# Slow, Medium, and Fast Fishing weekend..



## orvis1 (Sep 7, 2007)

The best way to describe my weekend fishing was slow, medium, fast. The green river was very slow, the lake was medium action, and the bows from shore was lightning fast action. The guided trip was a disappointing we only boated 5 fish two salmon and 3 pup macs. We were out of Lucerne bay and tried for the trophies for a couple of hours but no hookups. We got back about 3 pm and me and my buddy did some target shooting. I call it that because the bows were spawning and stacked up on the docks like crazy. It was like shooting fish in a barrel (never understood that term) we got a couple dozen in an hour or two and decided to give the spawners a rest.
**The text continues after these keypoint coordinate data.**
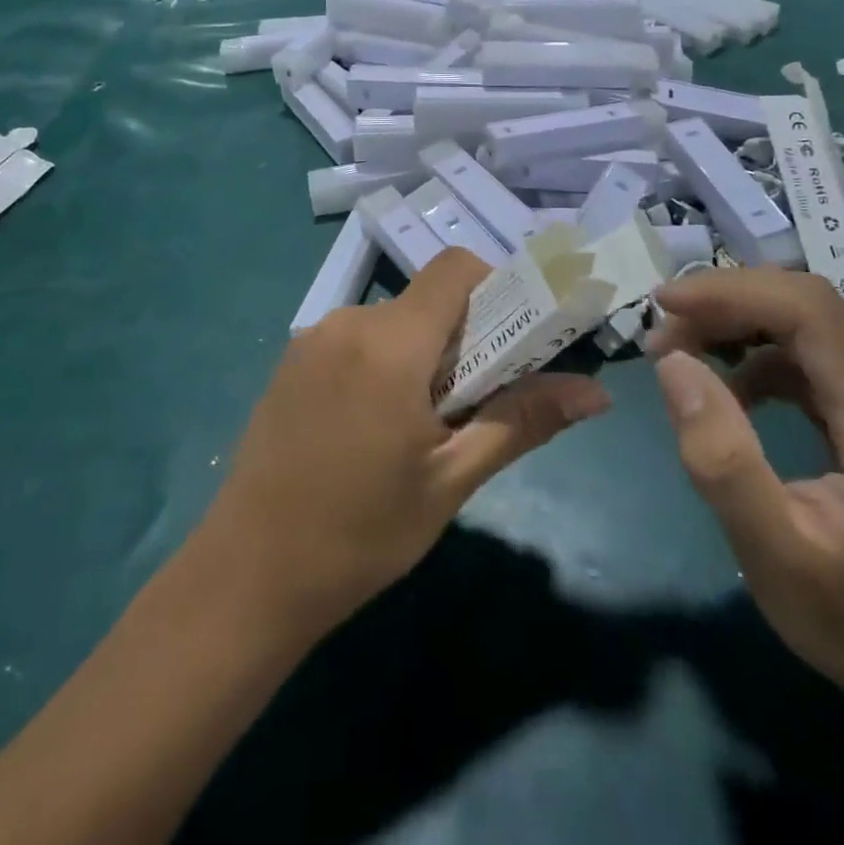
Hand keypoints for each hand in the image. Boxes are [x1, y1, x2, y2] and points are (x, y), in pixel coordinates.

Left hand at [199, 249, 611, 632]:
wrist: (246, 577)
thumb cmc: (360, 533)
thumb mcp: (451, 480)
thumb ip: (522, 421)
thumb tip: (596, 393)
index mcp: (391, 341)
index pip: (457, 267)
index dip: (496, 287)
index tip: (512, 341)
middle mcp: (348, 321)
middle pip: (427, 299)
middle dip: (462, 337)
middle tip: (471, 404)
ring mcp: (312, 339)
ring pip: (392, 322)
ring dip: (420, 355)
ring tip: (419, 429)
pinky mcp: (290, 362)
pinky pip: (356, 341)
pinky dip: (383, 364)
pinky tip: (371, 429)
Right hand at [646, 268, 843, 766]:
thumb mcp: (776, 558)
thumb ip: (722, 458)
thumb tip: (672, 362)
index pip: (810, 311)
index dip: (731, 292)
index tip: (663, 305)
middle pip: (809, 307)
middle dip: (726, 306)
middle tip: (660, 337)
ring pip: (810, 324)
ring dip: (739, 327)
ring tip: (681, 356)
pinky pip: (817, 353)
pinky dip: (761, 355)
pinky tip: (731, 390)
About ½ way through our fishing people saw us just killing it and they decided they wanted to smell what my breath smelled like. We had about 14 people get elbow to elbow with us. They were fishing bait and thought they hit the gold mine! The next day we had some remote troll problems cut our trip short and some sleepy campers that really cut the day short. We did manage to boat some kokes (by the way they were delicious!) and had a estimated 8-10lb mac that came unbuttoned from the lucky before it got to the boat. We finished our night at the green where the flows were still really low, we both stuck a couple but none in hand. Everyone we spoke to had similar results. It was a fun trip and boy oh boy what a difference downriggers make you can really control the speed and depth of your presentations now I just need 15K to get that new boat&#8230;. Here are some pics I hope you enjoy!


----------



## hunterfisher (Sep 14, 2007)

NICE REPORT. Disipointing that one of my favorite rivers is not fishing well.


----------



## Greenguy88 (Sep 7, 2007)

Good report orv, at least you managed to get some fish and hang with your buddy!


----------



## LOAH (Sep 29, 2007)

Still sounds fun to me. I'd love to catch some kokanee and then have my way with all the bows. Good job.


----------



## Nor-tah (Dec 16, 2007)

You got two species I have never caught before, looks like a fun weekend!!


----------



## BRL1 (Sep 12, 2007)

Good job Orvis getting into better this time. Looks a great time.


----------



## FROGGER (Oct 1, 2007)

Thanks for the post, hopefully next time you catch the lunker....


----------



## orvis1 (Sep 7, 2007)

So I just ordered a cannon sport troll for my little boat to play with this summer. I hope to get this downrigger fishing figured out before I can afford the larger boat. My buddies dad's boat was in the background a monster 28ft open bow, more of a wakeboarding boat but he did mount a remote troll and 2 riggers on it, so it pretends to be a fishing boat. He did manage to scratch up his hull really bad pulling it up on the shore like that.


----------



## STEVO (Sep 13, 2007)

That looks like a awesome time fishing. Sorry the river was slow & sorry no big uns to mention, But it beats work right?? Those are some pretty bows also!!! I think im going up there the 1st or 2nd weekend in June, Hopefully the macs will wake up by then!!! :?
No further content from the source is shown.